Records excerpted from a collection
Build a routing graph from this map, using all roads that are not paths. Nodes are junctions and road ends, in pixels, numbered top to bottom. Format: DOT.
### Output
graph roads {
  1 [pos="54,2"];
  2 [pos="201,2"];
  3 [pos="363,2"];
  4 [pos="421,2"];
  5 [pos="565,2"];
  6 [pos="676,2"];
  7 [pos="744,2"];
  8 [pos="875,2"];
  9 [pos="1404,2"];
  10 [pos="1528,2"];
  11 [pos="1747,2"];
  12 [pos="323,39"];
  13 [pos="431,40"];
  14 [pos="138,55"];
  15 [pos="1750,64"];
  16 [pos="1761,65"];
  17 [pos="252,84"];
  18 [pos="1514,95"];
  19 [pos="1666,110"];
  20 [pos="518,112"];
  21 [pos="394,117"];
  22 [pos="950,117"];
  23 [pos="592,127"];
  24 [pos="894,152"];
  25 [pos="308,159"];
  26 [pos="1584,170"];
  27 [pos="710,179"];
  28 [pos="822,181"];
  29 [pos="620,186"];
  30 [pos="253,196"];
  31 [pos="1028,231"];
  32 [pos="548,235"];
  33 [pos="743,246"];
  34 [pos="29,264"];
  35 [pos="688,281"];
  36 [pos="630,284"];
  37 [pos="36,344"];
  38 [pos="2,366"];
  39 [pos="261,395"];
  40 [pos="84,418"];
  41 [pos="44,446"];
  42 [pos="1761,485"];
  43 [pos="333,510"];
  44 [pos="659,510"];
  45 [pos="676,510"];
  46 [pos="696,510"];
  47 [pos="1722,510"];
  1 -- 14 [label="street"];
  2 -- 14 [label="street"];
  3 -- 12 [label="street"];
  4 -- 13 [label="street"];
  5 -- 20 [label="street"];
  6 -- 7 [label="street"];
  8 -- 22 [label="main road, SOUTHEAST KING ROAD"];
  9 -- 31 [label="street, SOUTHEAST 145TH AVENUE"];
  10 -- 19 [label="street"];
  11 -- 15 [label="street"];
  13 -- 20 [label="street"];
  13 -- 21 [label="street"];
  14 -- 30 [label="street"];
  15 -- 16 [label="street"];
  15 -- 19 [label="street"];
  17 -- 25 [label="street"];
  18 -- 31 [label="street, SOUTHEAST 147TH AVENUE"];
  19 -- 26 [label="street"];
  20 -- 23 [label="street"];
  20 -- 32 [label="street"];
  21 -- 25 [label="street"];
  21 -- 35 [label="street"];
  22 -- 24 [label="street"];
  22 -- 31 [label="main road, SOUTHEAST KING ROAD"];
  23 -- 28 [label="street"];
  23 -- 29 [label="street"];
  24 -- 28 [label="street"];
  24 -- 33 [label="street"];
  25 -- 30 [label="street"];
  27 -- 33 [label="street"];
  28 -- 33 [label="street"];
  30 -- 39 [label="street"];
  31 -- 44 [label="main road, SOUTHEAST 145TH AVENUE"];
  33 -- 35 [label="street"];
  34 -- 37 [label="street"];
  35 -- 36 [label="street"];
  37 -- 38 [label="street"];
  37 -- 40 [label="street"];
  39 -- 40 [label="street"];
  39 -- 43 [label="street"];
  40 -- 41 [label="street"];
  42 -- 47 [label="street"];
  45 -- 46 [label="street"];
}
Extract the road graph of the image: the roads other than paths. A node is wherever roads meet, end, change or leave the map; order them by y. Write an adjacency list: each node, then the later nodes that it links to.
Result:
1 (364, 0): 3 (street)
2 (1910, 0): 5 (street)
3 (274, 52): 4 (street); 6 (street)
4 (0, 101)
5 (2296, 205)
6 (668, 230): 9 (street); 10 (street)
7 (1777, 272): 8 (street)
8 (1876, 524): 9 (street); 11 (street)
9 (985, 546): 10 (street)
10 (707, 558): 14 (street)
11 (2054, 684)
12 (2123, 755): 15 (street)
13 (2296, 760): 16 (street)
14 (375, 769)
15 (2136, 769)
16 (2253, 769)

▶ [Work instruction]
Could you reproduce all of the entries above exactly?

▶ [Your solution]
Build a routing graph from this map, using all roads that are not paths. Nodes are junctions and road ends, in pixels, numbered top to bottom. Format: DOT.
### Output
graph roads {
  1 [pos="54,2"];
  2 [pos="201,2"];
  3 [pos="363,2"];
  4 [pos="421,2"];
  5 [pos="565,2"];
  6 [pos="676,2"];
  7 [pos="744,2"];
  8 [pos="875,2"];
  9 [pos="1404,2"];
  10 [pos="1528,2"];
  11 [pos="1747,2"];
  12 [pos="323,39"];
  13 [pos="431,40"];
  14 [pos="138,55"];
  15 [pos="1750,64"];
  16 [pos="1761,65"];
  17 [pos="252,84"];
  18 [pos="1514,95"];
  19 [pos="1666,110"];
  20 [pos="518,112"];
  21 [pos="394,117"];
  22 [pos="950,117"];
  23 [pos="592,127"];
  24 [pos="894,152"];
  25 [pos="308,159"];
  26 [pos="1584,170"];
  27 [pos="710,179"];
  28 [pos="822,181"];
  29 [pos="620,186"];
  30 [pos="253,196"];
  31 [pos="1028,231"];
  32 [pos="548,235"];
  33 [pos="743,246"];
  34 [pos="29,264"];
  35 [pos="688,281"];
  36 [pos="630,284"];
  37 [pos="36,344"];
  38 [pos="2,366"];
  39 [pos="261,395"];
  40 [pos="84,418"];
  41 [pos="44,446"];
  42 [pos="1761,485"];
  43 [pos="333,510"];
  44 [pos="659,510"];
  45 [pos="676,510"];
  46 [pos="696,510"];
  47 [pos="1722,510"];
  1 -- 14 [label="street"];
  2 -- 14 [label="street"];
  3 -- 12 [label="street"];
  4 -- 13 [label="street"];
  5 -- 20 [label="street"];
  6 -- 7 [label="street"];
  8 -- 22 [label="main road, SOUTHEAST KING ROAD"];
  9 -- 31 [label="street, SOUTHEAST 145TH AVENUE"];
  10 -- 19 [label="street"];
  11 -- 15 [label="street"];
  13 -- 20 [label="street"];
  13 -- 21 [label="street"];
  14 -- 30 [label="street"];
  15 -- 16 [label="street"];
  15 -- 19 [label="street"];
  17 -- 25 [label="street"];
  18 -- 31 [label="street, SOUTHEAST 147TH AVENUE"];
  19 -- 26 [label="street"];
  20 -- 23 [label="street"];
  20 -- 32 [label="street"];
  21 -- 25 [label="street"];
  21 -- 35 [label="street"];
  22 -- 24 [label="street"];
  22 -- 31 [label="main road, SOUTHEAST KING ROAD"];
  23 -- 28 [label="street"];
  23 -- 29 [label="street"];
  24 -- 28 [label="street"];
  24 -- 33 [label="street"];
  25 -- 30 [label="street"];
  27 -- 33 [label="street"];
  28 -- 33 [label="street"];
  30 -- 39 [label="street"];
  31 -- 44 [label="main road, SOUTHEAST 145TH AVENUE"];
  33 -- 35 [label="street"];
  34 -- 37 [label="street"];
  35 -- 36 [label="street"];
  37 -- 38 [label="street"];
  37 -- 40 [label="street"];
  39 -- 40 [label="street"];
  39 -- 43 [label="street"];
  40 -- 41 [label="street"];
  42 -- 47 [label="street"];
  45 -- 46 [label="street"];
}
Extract the road graph of the image: the roads other than paths. A node is wherever roads meet, end, change or leave the map; order them by y. Write an adjacency list: each node, then the later nodes that it links to.
Result:
1 (364, 0): 3 (street)
2 (1910, 0): 5 (street)
3 (274, 52): 4 (street); 6 (street)
4 (0, 101)
5 (2296, 205)
6 (668, 230): 9 (street); 10 (street)
7 (1777, 272): 8 (street)
8 (1876, 524): 9 (street); 11 (street)
9 (985, 546): 10 (street)
10 (707, 558): 14 (street)
11 (2054, 684)
12 (2123, 755): 15 (street)
13 (2296, 760): 16 (street)
14 (375, 769)
15 (2136, 769)
16 (2253, 769)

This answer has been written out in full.